Rose kıpırdandığında Abigail dikkatlice yüzünü inceledi.
Güzeldi. Çok güzeldi.
Kalbi gibi...
Rose gözlerini açıp gülümsediğinde Abigail gülümsemesine karşılık verdi.
"Çok uykucusun" dedi ardından.
Rose yüzünü buruşturarak kalktı ve sıcaklığını o an kaybetti. Çünkü dün gece sevdiği kadına sarılarak uyumuştu.

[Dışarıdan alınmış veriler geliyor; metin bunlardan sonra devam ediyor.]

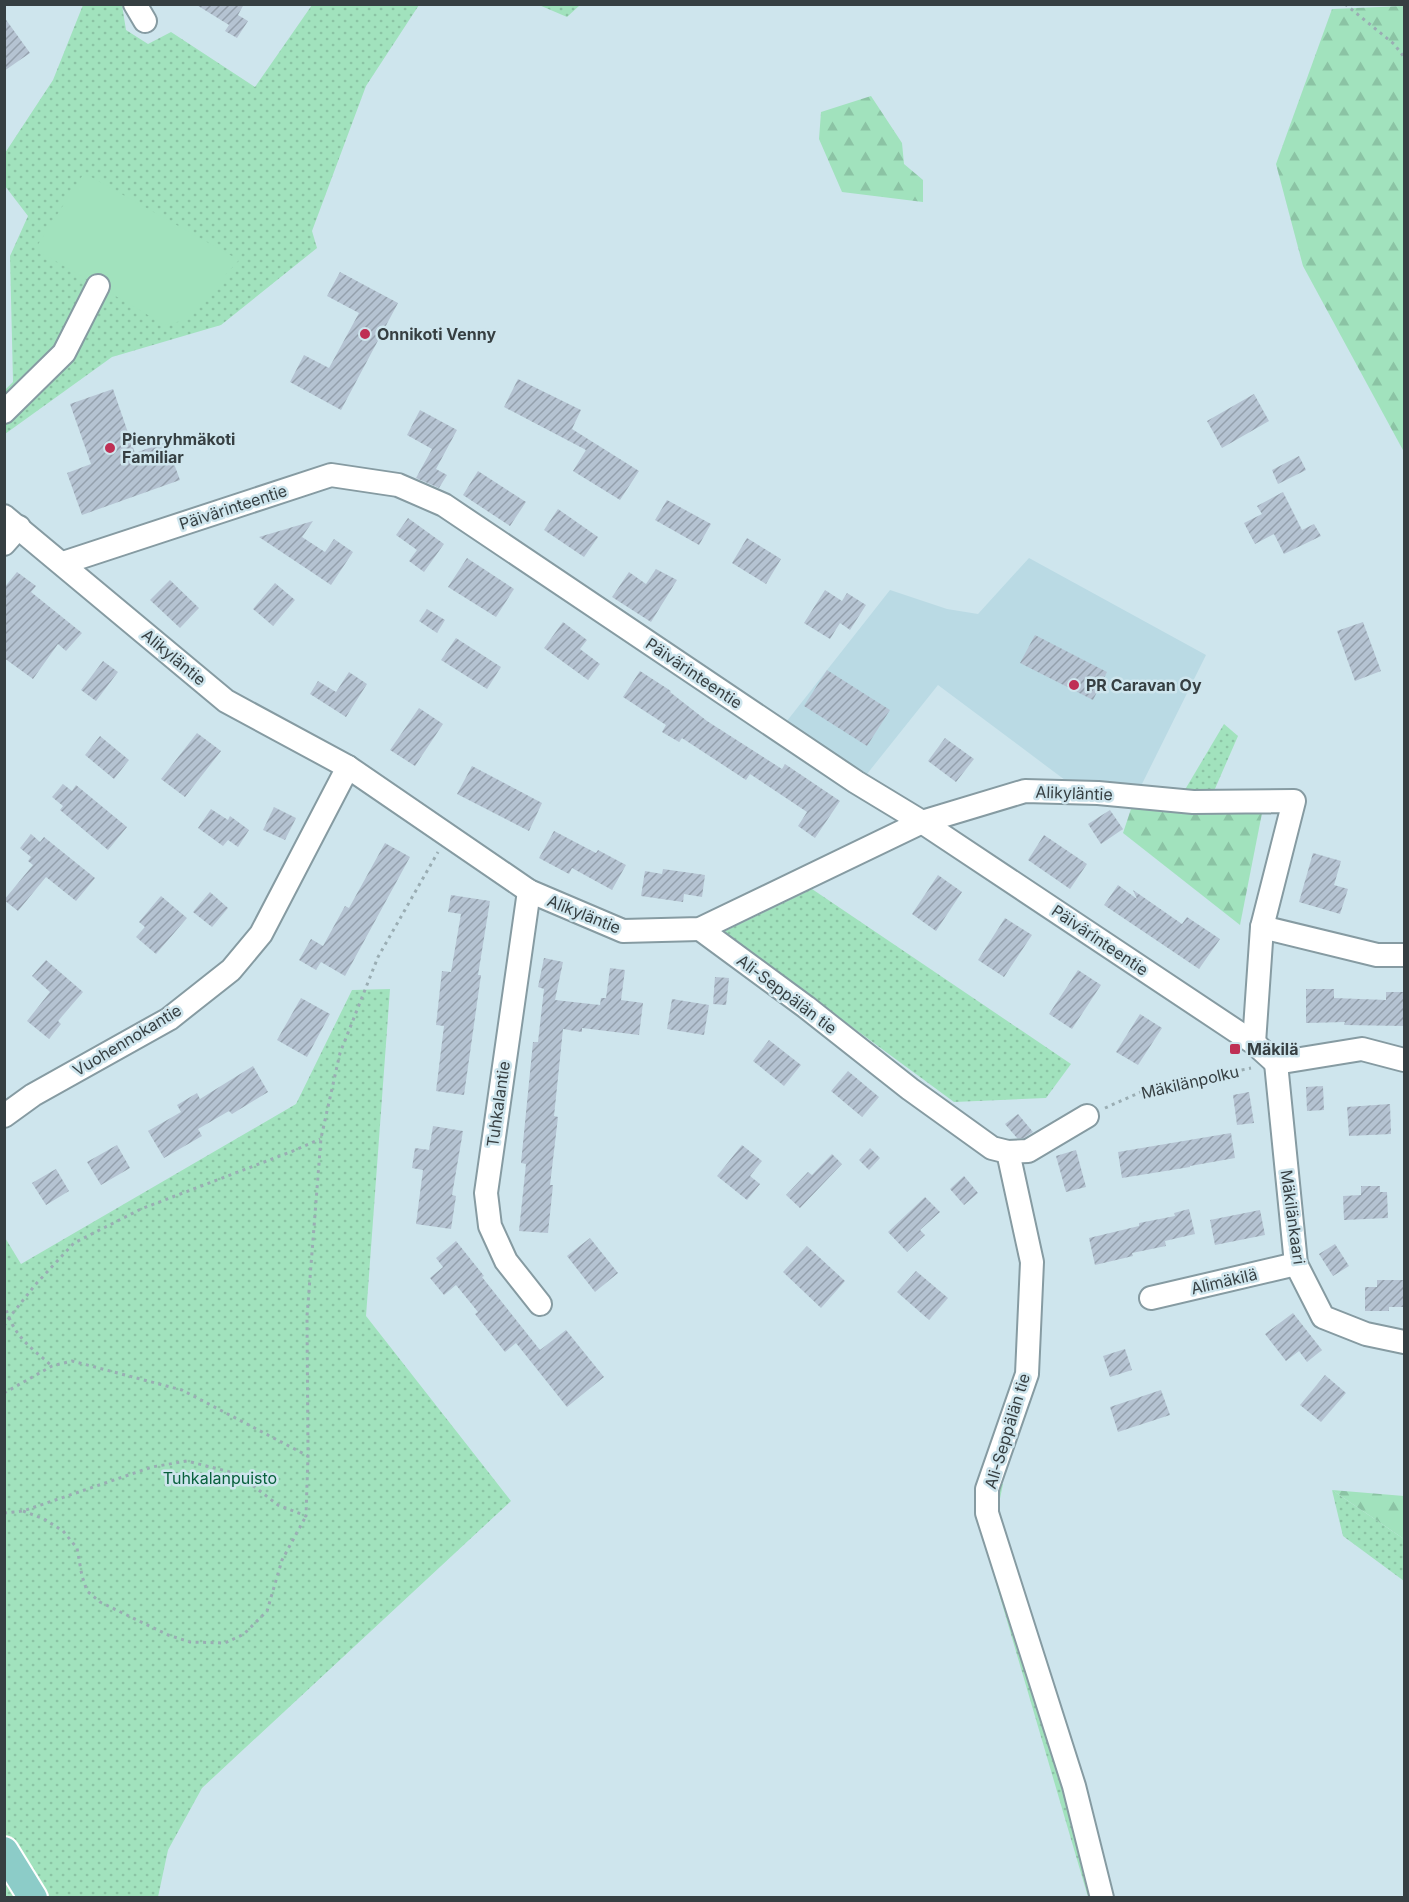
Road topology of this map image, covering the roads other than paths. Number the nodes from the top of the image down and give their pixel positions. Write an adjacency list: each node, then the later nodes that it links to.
1 (98, 286): 2 (street)
2 (4, 412)
3 (9, 529): 4 (street, Alikyläntie)
4 (63, 562): 5 (street, Alikyläntie); 6 (street, Päivärinteentie)
5 (348, 767): 7 (street, Alikyläntie); 14 (street, Vuohennokantie)
6 (922, 822): 8 (street, Alikyläntie); 9 (street, Alikyläntie); 11 (street, Päivärinteentie)
7 (529, 891): 9 (street, Alikyläntie); 19 (street, Tuhkalantie)
8 (1262, 927): 10 (street); 11 (street)
9 (700, 929): 16 (street, Ali-Seppälän tie)
10 (1404, 955)
11 (1254, 1043): 13 (street, Päivärinteentie)
12 (1404, 1060): 13 (street)
13 (1276, 1063): 17 (street, Mäkilänkaari)
14 (4, 1116)
15 (1087, 1116): 16 (street)
16 (1008, 1152): 23 (street, Ali-Seppälän tie)
17 (1296, 1264): 18 (street, Alimäkilä); 20 (street, Mäkilänkaari)
18 (1151, 1298)
19 (540, 1304)
20 (1404, 1342)
21 (4, 1851): 22 (main road)
22 (33, 1898)
23 (1102, 1898)

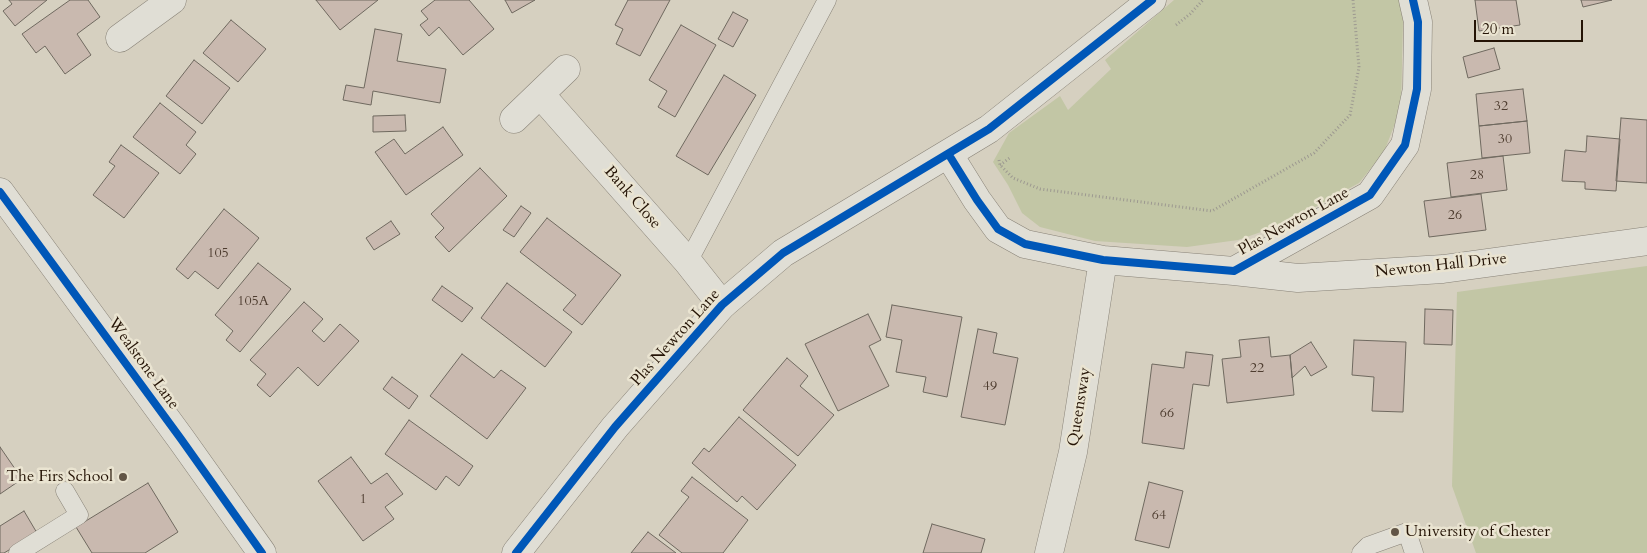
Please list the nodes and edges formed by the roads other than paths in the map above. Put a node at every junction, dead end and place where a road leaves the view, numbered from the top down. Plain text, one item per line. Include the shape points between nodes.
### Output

"Sanırım gitmelisin. Annemin arkadaşları birazdan evde olacak. O sırada benim bile evde kalmama izin vermiyor.." dedi Abigail. Rose anlayışla başını sallayarak yataktan kalktı. Bir şey diyemedi. Öylece odadan çıktı. Ardından merdivenleri inerek hızla evden de ayrıldı. Yürüdü. Saatlerce yürüdü. Nereye gittiğini bilmeden...
Abigail ise çekip gitmeden önce son kez Rose'u mutlu etmek istemişti.